You always get two strong clues: Σ (sum of digits) and Shape (the > < = pattern between digits). Treat the puzzle like a little constraint game — you’re narrowing possibilities, not just “chasing greens”.

Fast loop Openers Σ Shape Reveals Examples

Use Σ as a budget

If your idea can’t add up to Σ, it’s simply not possible. Move on fast.

Use Shape for order

Shape tells you the “up / down / same” pattern. Great for rejecting bad placements quickly.

Reveal only for a big split

Tap a reveal when it meaningfully narrows the remaining options (not just “because”).

1) The fast solve loop (do this every turn)

Tiles first: lock greens, remember yellows, avoid greys.
Σ check: can your current digit set still reach the total?
Shape check: does your assumed order match the Shape pattern?
Next move: choose an “info guess” (learn digits) or a reveal (if it will narrow a lot).

Good order: length → tiles → Σ → Shape → (optional reveal)

2) Openers: keep it simple

Early on, your goal is to learn digits.

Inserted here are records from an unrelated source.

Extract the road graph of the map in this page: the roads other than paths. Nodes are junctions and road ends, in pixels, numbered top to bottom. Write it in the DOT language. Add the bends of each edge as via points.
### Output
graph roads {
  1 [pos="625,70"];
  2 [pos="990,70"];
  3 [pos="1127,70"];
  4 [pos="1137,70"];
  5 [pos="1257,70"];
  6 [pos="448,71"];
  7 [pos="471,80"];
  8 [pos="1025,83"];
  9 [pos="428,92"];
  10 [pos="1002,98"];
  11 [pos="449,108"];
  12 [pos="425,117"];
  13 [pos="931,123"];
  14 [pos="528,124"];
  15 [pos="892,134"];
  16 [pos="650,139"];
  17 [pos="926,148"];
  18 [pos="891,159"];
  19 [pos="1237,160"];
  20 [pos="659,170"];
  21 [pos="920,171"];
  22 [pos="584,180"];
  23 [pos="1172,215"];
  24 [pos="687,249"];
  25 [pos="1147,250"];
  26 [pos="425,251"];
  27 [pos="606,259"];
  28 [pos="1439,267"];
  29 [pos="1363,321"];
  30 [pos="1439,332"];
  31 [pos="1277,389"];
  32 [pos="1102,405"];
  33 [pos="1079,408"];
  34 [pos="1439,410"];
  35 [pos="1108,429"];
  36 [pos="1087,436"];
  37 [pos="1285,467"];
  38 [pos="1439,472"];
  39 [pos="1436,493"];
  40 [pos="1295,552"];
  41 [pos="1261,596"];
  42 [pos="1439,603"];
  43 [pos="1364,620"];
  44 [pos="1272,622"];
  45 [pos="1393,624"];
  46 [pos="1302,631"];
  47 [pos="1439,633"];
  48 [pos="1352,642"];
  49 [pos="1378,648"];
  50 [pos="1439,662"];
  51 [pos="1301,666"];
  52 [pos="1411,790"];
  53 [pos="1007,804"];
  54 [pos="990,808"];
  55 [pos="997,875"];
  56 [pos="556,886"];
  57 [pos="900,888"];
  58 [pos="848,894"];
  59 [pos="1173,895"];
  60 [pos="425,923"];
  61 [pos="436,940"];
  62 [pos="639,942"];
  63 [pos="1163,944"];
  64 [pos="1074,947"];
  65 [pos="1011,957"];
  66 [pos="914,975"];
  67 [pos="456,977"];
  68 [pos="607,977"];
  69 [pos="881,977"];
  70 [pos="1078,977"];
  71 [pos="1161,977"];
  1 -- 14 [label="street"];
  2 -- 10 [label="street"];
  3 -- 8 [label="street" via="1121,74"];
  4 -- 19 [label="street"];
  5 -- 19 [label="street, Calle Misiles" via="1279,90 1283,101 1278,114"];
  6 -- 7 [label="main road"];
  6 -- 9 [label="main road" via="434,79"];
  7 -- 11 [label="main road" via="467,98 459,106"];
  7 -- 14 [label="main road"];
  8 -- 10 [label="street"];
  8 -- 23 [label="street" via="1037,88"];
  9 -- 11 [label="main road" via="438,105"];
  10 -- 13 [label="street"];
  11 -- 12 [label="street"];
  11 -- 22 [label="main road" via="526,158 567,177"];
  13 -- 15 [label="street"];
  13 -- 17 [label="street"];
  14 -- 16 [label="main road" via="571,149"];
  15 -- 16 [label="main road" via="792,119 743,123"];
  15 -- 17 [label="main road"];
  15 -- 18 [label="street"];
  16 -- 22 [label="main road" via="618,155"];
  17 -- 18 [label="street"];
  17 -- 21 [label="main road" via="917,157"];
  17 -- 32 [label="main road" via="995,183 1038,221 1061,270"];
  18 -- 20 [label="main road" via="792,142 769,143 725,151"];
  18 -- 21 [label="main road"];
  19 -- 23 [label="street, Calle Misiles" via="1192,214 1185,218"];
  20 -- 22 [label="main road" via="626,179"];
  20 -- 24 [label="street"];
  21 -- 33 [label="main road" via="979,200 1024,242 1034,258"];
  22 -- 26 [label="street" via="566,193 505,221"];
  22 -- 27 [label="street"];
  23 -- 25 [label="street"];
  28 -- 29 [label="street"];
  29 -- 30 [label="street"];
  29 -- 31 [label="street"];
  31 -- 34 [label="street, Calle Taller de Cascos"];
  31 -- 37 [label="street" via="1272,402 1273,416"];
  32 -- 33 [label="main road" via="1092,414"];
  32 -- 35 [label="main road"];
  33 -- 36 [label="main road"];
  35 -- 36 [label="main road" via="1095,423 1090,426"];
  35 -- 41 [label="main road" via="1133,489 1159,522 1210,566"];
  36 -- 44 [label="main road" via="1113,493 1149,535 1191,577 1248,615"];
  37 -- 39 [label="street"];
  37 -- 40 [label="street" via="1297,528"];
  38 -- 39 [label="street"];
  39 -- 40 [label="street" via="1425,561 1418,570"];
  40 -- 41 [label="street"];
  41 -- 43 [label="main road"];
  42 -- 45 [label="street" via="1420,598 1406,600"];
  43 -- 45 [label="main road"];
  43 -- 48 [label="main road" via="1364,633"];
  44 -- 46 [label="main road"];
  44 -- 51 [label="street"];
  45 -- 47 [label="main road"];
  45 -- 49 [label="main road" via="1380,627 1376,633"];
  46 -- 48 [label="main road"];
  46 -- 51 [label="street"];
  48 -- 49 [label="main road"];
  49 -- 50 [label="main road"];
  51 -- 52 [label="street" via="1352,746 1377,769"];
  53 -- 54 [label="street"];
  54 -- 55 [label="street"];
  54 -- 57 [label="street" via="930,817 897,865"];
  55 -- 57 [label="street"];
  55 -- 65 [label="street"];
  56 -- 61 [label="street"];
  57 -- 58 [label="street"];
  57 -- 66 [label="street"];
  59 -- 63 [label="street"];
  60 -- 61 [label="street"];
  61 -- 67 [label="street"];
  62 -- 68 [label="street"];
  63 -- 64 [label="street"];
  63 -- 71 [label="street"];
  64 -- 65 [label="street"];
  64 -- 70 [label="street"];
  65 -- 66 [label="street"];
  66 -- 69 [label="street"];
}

Two quick rules help:

If Shape contains “=”: repeats are guaranteed somewhere, so testing a repeat early can be useful.
If there’s no “=”: try mostly distinct digits to learn more per guess.

Starter ideas (examples, not rules): Easy (4): 0 1 7 8 or 1 2 8 9 Medium (5): 0 1 4 7 9 Hard (6): 0 1 3 6 8 9 If Shape includes "=" → consider repeating one digit to test repeats.

3) Σ: prune the universe

A handy shortcut: average digit ≈ Σ ÷ number of digits. That gives you the “centre”.

Low Σ → too many 8/9s becomes unlikely or impossible.
High Σ → too many 0/1s becomes unlikely or impossible.
When a digit turns ⬛, it can’t be in any Σ-fitting theory.

Easy (4 digits): Σ = 10 → average digit 2.5 So the answer tends to “live around” 0–4 more than 7–9.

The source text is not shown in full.